I did calm down eventually. I tried to shut my mind completely. And laying quietly on the hospital bed gripping the sheet between my fingers, crumbling it. Mom broke the news. That I didn't want to hear.

"George visited you this morning when you were asleep. He was genuinely worried about you. Granny and him will visit again tomorrow. She couldn't met you because she got scratched a bit by tripping off some stairs this morning." I didn't want to meet either of them. They're monsters. I couldn't be more agree with the voice. I was sure they would want to kill me the second chance they get. They were vile.
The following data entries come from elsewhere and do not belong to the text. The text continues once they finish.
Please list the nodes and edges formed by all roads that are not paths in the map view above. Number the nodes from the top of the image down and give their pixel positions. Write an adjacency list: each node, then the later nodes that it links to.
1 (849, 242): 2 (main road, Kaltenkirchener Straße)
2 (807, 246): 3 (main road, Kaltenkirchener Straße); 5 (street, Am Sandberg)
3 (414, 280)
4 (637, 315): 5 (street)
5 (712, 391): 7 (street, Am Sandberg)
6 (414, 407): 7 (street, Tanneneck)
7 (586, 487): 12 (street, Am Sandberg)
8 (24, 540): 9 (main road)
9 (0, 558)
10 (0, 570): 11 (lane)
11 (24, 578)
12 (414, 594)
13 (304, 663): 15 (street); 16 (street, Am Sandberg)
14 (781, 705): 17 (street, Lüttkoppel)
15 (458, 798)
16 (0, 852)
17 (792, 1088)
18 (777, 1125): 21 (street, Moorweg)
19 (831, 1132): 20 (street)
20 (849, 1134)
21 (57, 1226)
And I knew very well, how she got a little scratched up. She was faking it.

"Would you be there when they come?" I asked innocently. Fearing if she would leave me alone. I don't wanna be alone anymore.

"I will! I would never leave your side. Now you rest while I got myself some coffee." I nodded. As she left.

I sighed. I was sure mom didn't eat anything since she found out I'm in car wreck. She would be dying inside. Because that was how dad died. Car crash. And she didn't want to lost another person that is close to her in car crash.

My tirades of thoughts interrupted as the door to my ward opened quietly. Mom was so fast. My breath caught in my throat when I raised my head a bit to see. A fair masculine figure covering from head to toe in black hiding their face under hoodie. I thought visiting hours are over few hours ago considering it's too late now.

I almost screamed as they revealed their face. Drew! Drew! His eyes were red and puffy from crying and lips quivering slightly. I released the breath I didn't know I was holding. He rushed toward me and carefully but hurriedly wrapped me in his embrace. Squeezing me a little. We both broke down in tears instantly. I missed him so much. I was scared and I wanted him here. I tightened my grip around him as much as my fragile body allow me. Never leaving him afraid if I loose him. And he was thinking the same.